=== Begin Enclosure ===
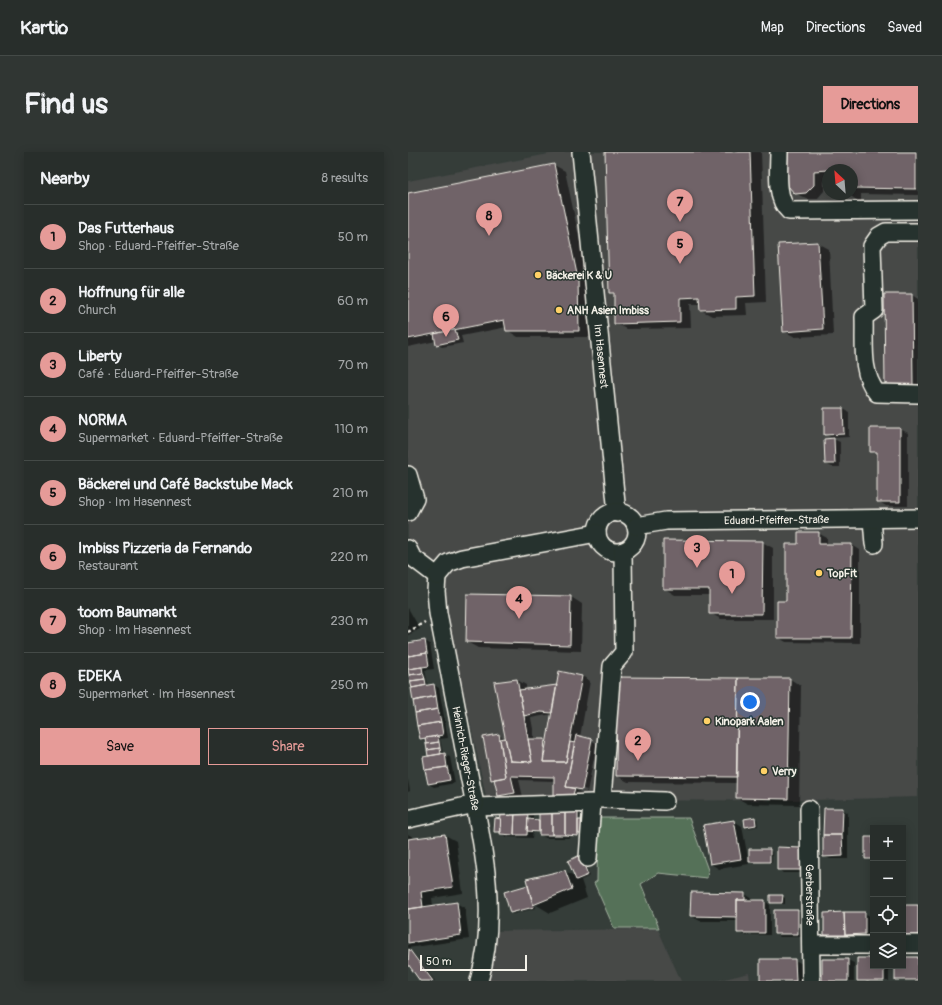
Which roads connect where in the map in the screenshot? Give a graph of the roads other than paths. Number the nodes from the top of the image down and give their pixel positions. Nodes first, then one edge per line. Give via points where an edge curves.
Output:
1 (581, 152) edge
2 (779, 152) edge
3 (918, 210) edge
4 (918, 232) edge
5 (918, 394) edge
6 (408, 475) edge
7 (408, 512) edge
8 (617, 513) junction
9 (918, 518) edge
10 (872, 519) junction
11 (636, 526) junction
12 (597, 533) junction
13 (874, 544) dead end
14 (408, 550) edge
15 (623, 551) junction
16 (437, 576) junction
17 (665, 801) dead end
18 (475, 806) junction
19 (809, 808) dead end
20 (408, 819) edge
21 (588, 858) dead end
22 (906, 944) edge
23 (918, 944) edge
24 (811, 945) junction
25 (870, 945) edge
26 (479, 981) edge
27 (811, 981) edge

1 - 8 street, Im Hasennest
2 - 3 street via 779,188 784,207 789,211
4 - 5 street via 886,232 878,236 872,246 874,310 864,317 866,375 870,385 877,393
6 - 7 street via 415,499
8 - 11 street via 628,516
8 - 12 street via 607,515
9 - 10 street, Eduard-Pfeiffer-Straße
10 - 11 street, Eduard-Pfeiffer-Straße via 666,521
10 - 13 street
11 - 15 street via 635,540
12 - 15 street via 606,549
12 - 16 street via 462,558 448,563
14 - 16 street via 412,557
15 - 17 street via 624,652 612,666 602,799
16 - 18 street, Heinrich-Rieger-Straße via 438,613
18 - 20 street
18 - 21 street via 592,803
18 - 26 street, Heinrich-Rieger-Straße via 488,885 485,960
19 - 24 street, Gerberstraße
22 - 23 street
24 - 25 street
24 - 27 street, Gerberstraße

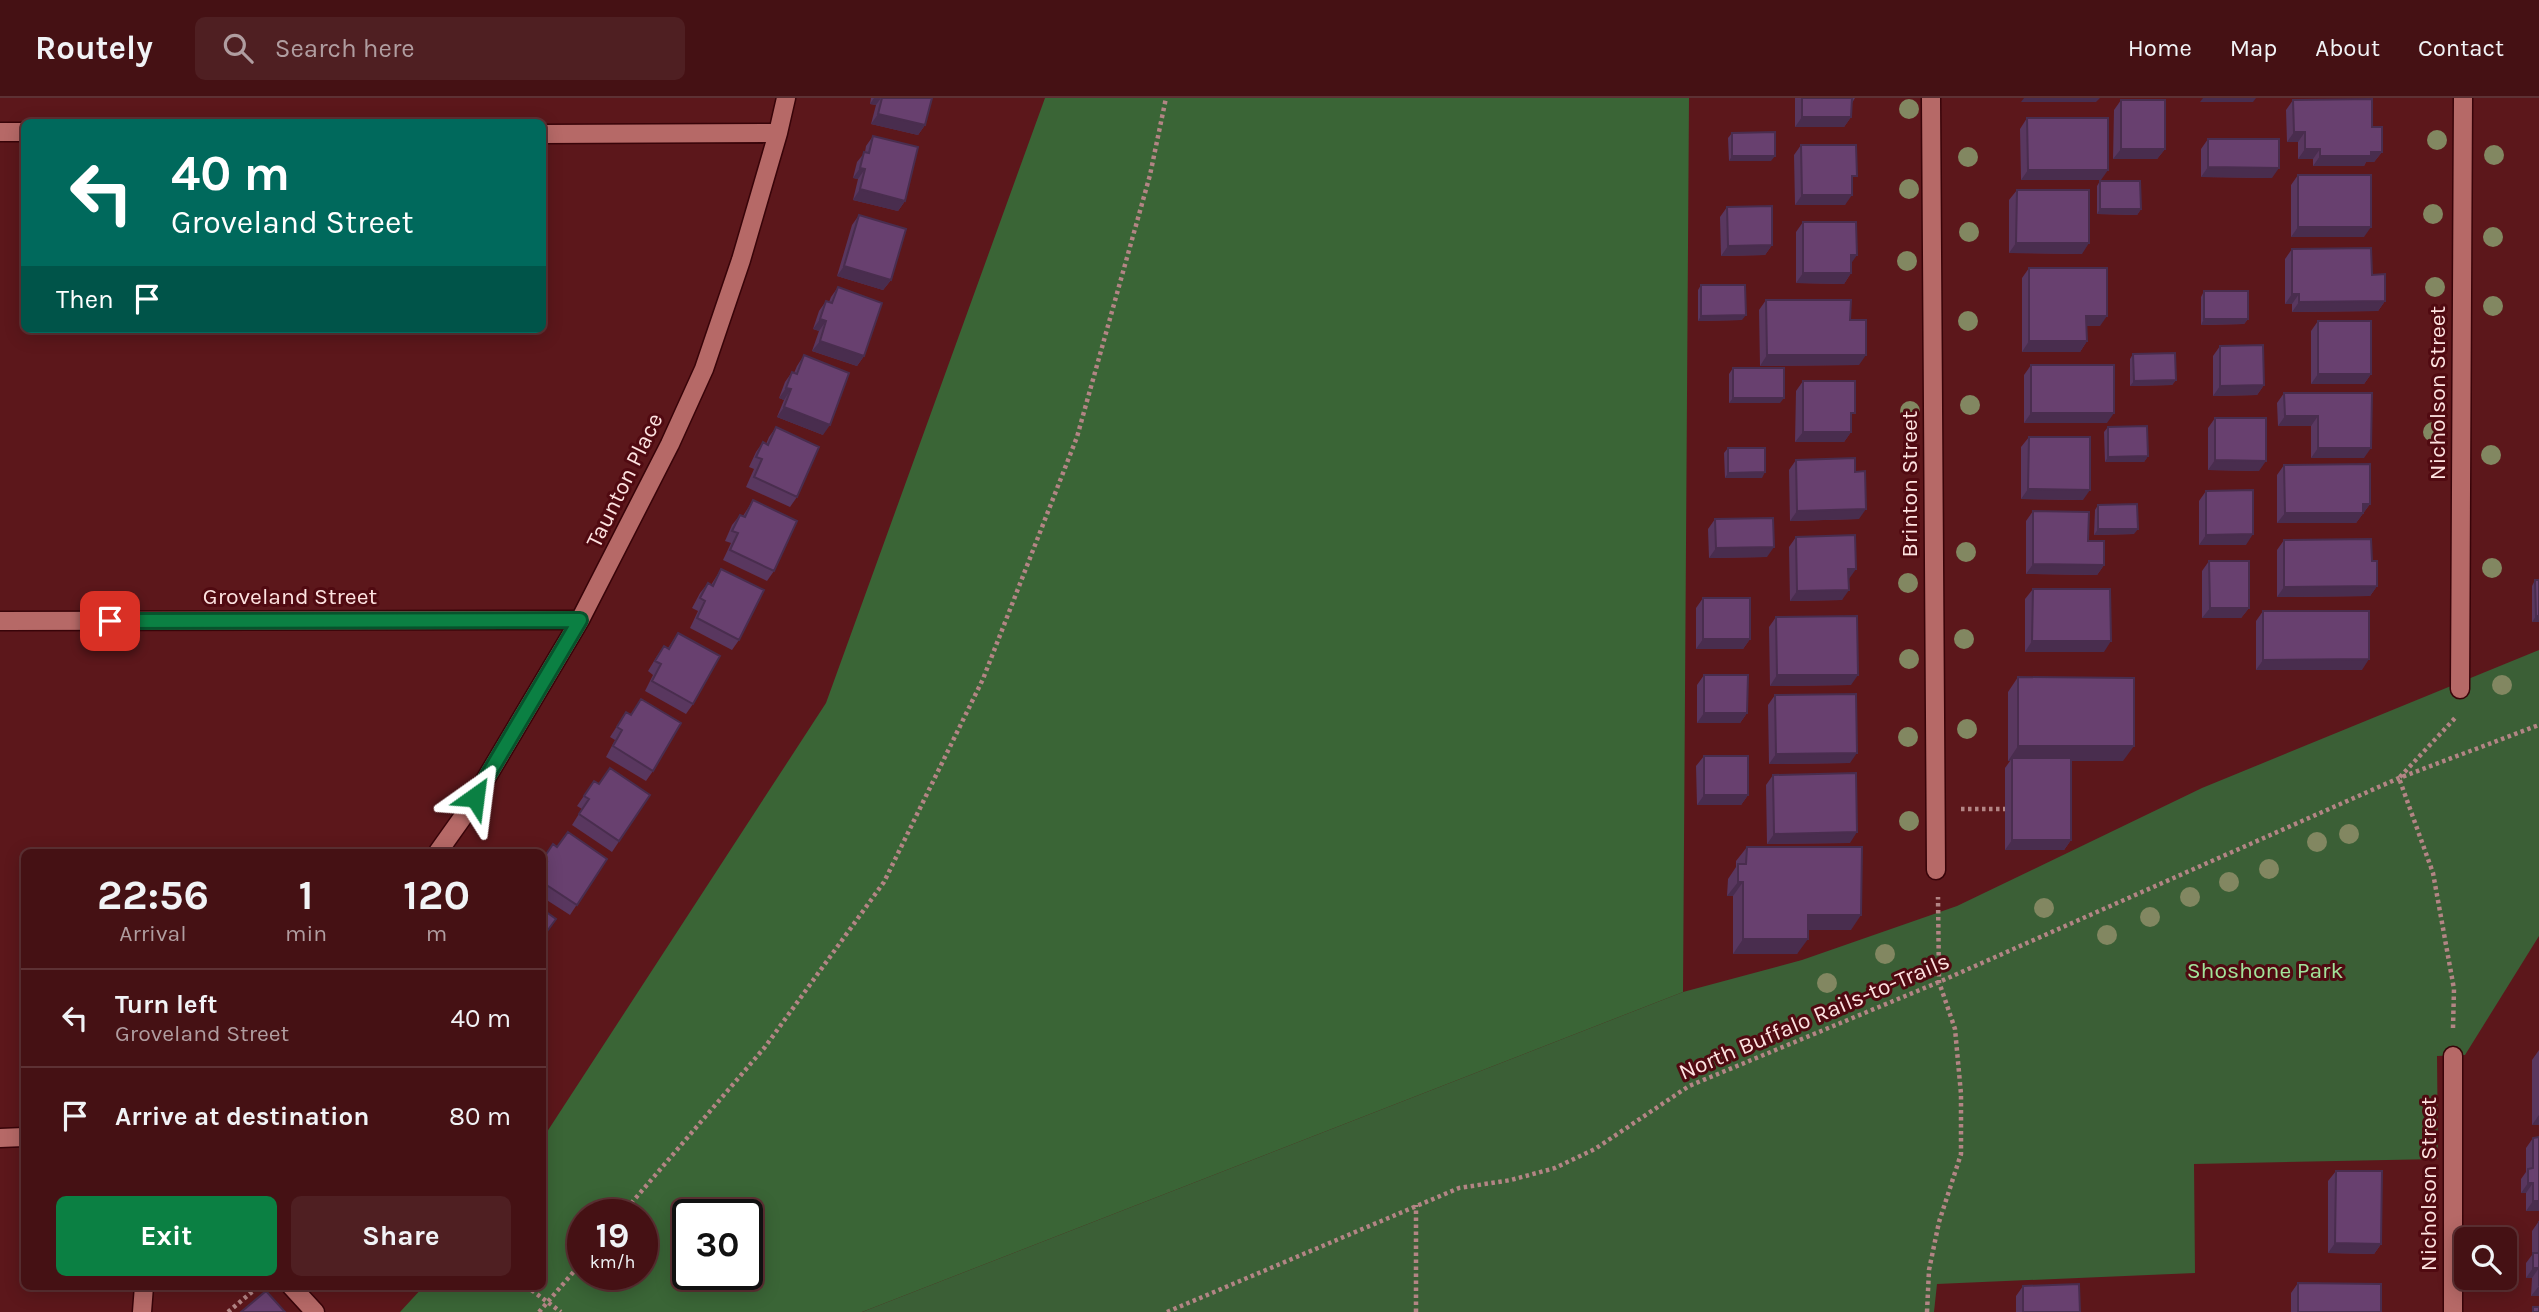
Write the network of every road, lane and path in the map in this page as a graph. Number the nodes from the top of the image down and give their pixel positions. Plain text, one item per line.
1 (786, 98) edge
2 (1166, 98) edge
3 (1931, 98) edge
4 (2463, 98) edge
5 (0, 132) edge
6 (21, 132) edge
7 (778, 133) junction
8 (546, 134) edge
9 (580, 620) junction
10 (0, 621) edge
11 (2460, 688) joint
12 (2539, 725) edge
13 (2399, 778) junction
14 (1963, 809) dead end
15 (2006, 809) dead end
16 (440, 849) edge
17 (1936, 870) joint
18 (1939, 982) junction
19 (2453, 1056) joint
20 (21, 1137) edge
21 (0, 1138) edge
22 (635, 1199) edge
23 (1416, 1205) junction
24 (567, 1280) edge
25 (144, 1290) edge
26 (254, 1290) edge
27 (295, 1290) edge
28 (532, 1290) edge
29 (549, 1301) junction
30 (142, 1312) edge
31 (229, 1312) edge
32 (315, 1312) edge
33 (539, 1312) edge
34 (561, 1312) edge
35 (1167, 1312) edge
36 (1416, 1312) edge
37 (1927, 1312) edge
38 (2453, 1312) edge

1 - 7 street, Taunton Place
2 - 22 path
3 - 17 street, Brinton Street
4 - 11 street, Nicholson Street
5 - 6 street
7 - 8 street
7 - 9 street, Taunton Place
9 - 10 street, Groveland Street
9 - 16 street, Taunton Place
11 - 13 path
12 - 13 path, North Buffalo Rails-to-Trails
13 - 18 path, North Buffalo Rails-to-Trails
13 - 19 path
14 - 15 path
17 - 18 path
18 - 23 path, North Buffalo Rails-to-Trails
18 - 37 path
19 - 38 street, Nicholson Street
20 - 21 street
23 - 35 path, North Buffalo Rails-to-Trails
23 - 36 path
24 - 29 path
25 - 30 street
26 - 31 path
27 - 32 street
28 - 29 path
29 - 33 path
29 - 34 path

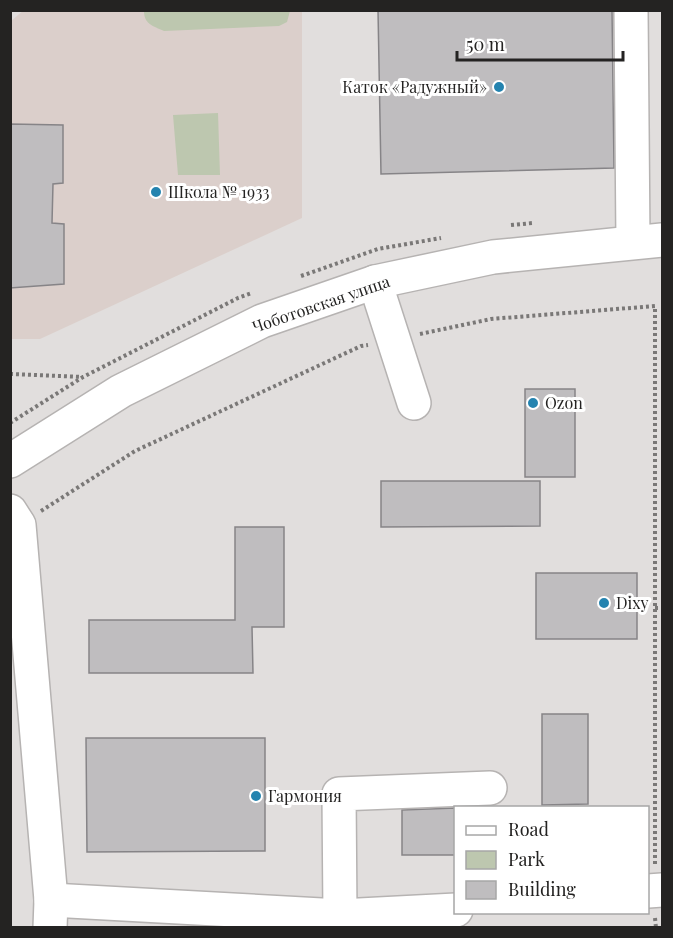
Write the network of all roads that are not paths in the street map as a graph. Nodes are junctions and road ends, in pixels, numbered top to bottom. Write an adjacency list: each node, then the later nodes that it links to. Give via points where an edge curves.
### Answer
1 (631, 10): 2 (main road)
2 (648, 241): 3 (main road, Чоботовская улица, via 493,257)
3 (375, 282): 4 (main road); 5 (main road, Чоботовская улица, via 252,326 121,391)
4 (414, 403)
5 (10, 461)
6 (15, 518): 9 (main road)
7 (490, 788): 10 (main road, via 339,794)
8 (454, 910): 10 (main road)
9 (51, 914): 10 (main road)
10 (340, 916)

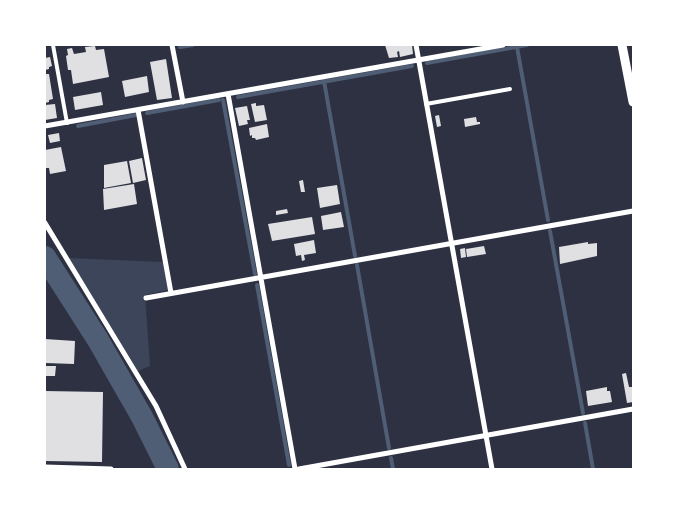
=== End Enclosure ===
Omit every picture, then write out the entries above exactly.

Which roads connect where in the map in the screenshot? Give a graph of the roads other than paths. Number the nodes from the top of the image down and give their pixel positions. Nodes first, then one edge per line. Give via points where an edge curves.
Output:
1 (581, 152) edge
2 (779, 152) edge
3 (918, 210) edge
4 (918, 232) edge
5 (918, 394) edge
6 (408, 475) edge
7 (408, 512) edge
8 (617, 513) junction
9 (918, 518) edge
10 (872, 519) junction
11 (636, 526) junction
12 (597, 533) junction
13 (874, 544) dead end
14 (408, 550) edge
15 (623, 551) junction
16 (437, 576) junction
17 (665, 801) dead end
18 (475, 806) junction
19 (809, 808) dead end
20 (408, 819) edge
21 (588, 858) dead end
22 (906, 944) edge
23 (918, 944) edge
24 (811, 945) junction
25 (870, 945) edge
26 (479, 981) edge
27 (811, 981) edge

1 - 8 street, Im Hasennest
2 - 3 street via 779,188 784,207 789,211
4 - 5 street via 886,232 878,236 872,246 874,310 864,317 866,375 870,385 877,393
6 - 7 street via 415,499
8 - 11 street via 628,516
8 - 12 street via 607,515
9 - 10 street, Eduard-Pfeiffer-Straße
10 - 11 street, Eduard-Pfeiffer-Straße via 666,521
10 - 13 street
11 - 15 street via 635,540
12 - 15 street via 606,549
12 - 16 street via 462,558 448,563
14 - 16 street via 412,557
15 - 17 street via 624,652 612,666 602,799
16 - 18 street, Heinrich-Rieger-Straße via 438,613
18 - 20 street
18 - 21 street via 592,803
18 - 26 street, Heinrich-Rieger-Straße via 488,885 485,960
19 - 24 street, Gerberstraße
22 - 23 street
24 - 25 street
24 - 27 street, Gerberstraße

Write the network of every road, lane and path in the map in this page as a graph. Number the nodes from the top of the image down and give their pixel positions. Plain text, one item per line.
1 (786, 98) edge
2 (1166, 98) edge
3 (1931, 98) edge
4 (2463, 98) edge
5 (0, 132) edge
6 (21, 132) edge
7 (778, 133) junction
8 (546, 134) edge
9 (580, 620) junction
10 (0, 621) edge
11 (2460, 688) joint
12 (2539, 725) edge
13 (2399, 778) junction
14 (1963, 809) dead end
15 (2006, 809) dead end
16 (440, 849) edge
17 (1936, 870) joint
18 (1939, 982) junction
19 (2453, 1056) joint
20 (21, 1137) edge
21 (0, 1138) edge
22 (635, 1199) edge
23 (1416, 1205) junction
24 (567, 1280) edge
25 (144, 1290) edge
26 (254, 1290) edge
27 (295, 1290) edge
28 (532, 1290) edge
29 (549, 1301) junction
30 (142, 1312) edge
31 (229, 1312) edge
32 (315, 1312) edge
33 (539, 1312) edge
34 (561, 1312) edge
35 (1167, 1312) edge
36 (1416, 1312) edge
37 (1927, 1312) edge
38 (2453, 1312) edge

1 - 7 street, Taunton Place
2 - 22 path
3 - 17 street, Brinton Street
4 - 11 street, Nicholson Street
5 - 6 street
7 - 8 street
7 - 9 street, Taunton Place
9 - 10 street, Groveland Street
9 - 16 street, Taunton Place
11 - 13 path
12 - 13 path, North Buffalo Rails-to-Trails
13 - 18 path, North Buffalo Rails-to-Trails
13 - 19 path
14 - 15 path
17 - 18 path
18 - 23 path, North Buffalo Rails-to-Trails
18 - 37 path
19 - 38 street, Nicholson Street
20 - 21 street
23 - 35 path, North Buffalo Rails-to-Trails
23 - 36 path
24 - 29 path
25 - 30 street
26 - 31 path
27 - 32 street
28 - 29 path
29 - 33 path
29 - 34 path

Write the network of all roads that are not paths in the street map as a graph. Nodes are junctions and road ends, in pixels, numbered top to bottom. Write an adjacency list: each node, then the later nodes that it links to. Give via points where an edge curves.
### Answer
1 (631, 10): 2 (main road)
2 (648, 241): 3 (main road, Чоботовская улица, via 493,257)
3 (375, 282): 4 (main road); 5 (main road, Чоботовская улица, via 252,326 121,391)
4 (414, 403)
5 (10, 461)
6 (15, 518): 9 (main road)
7 (490, 788): 10 (main road, via 339,794)
8 (454, 910): 10 (main road)
9 (51, 914): 10 (main road)
10 (340, 916)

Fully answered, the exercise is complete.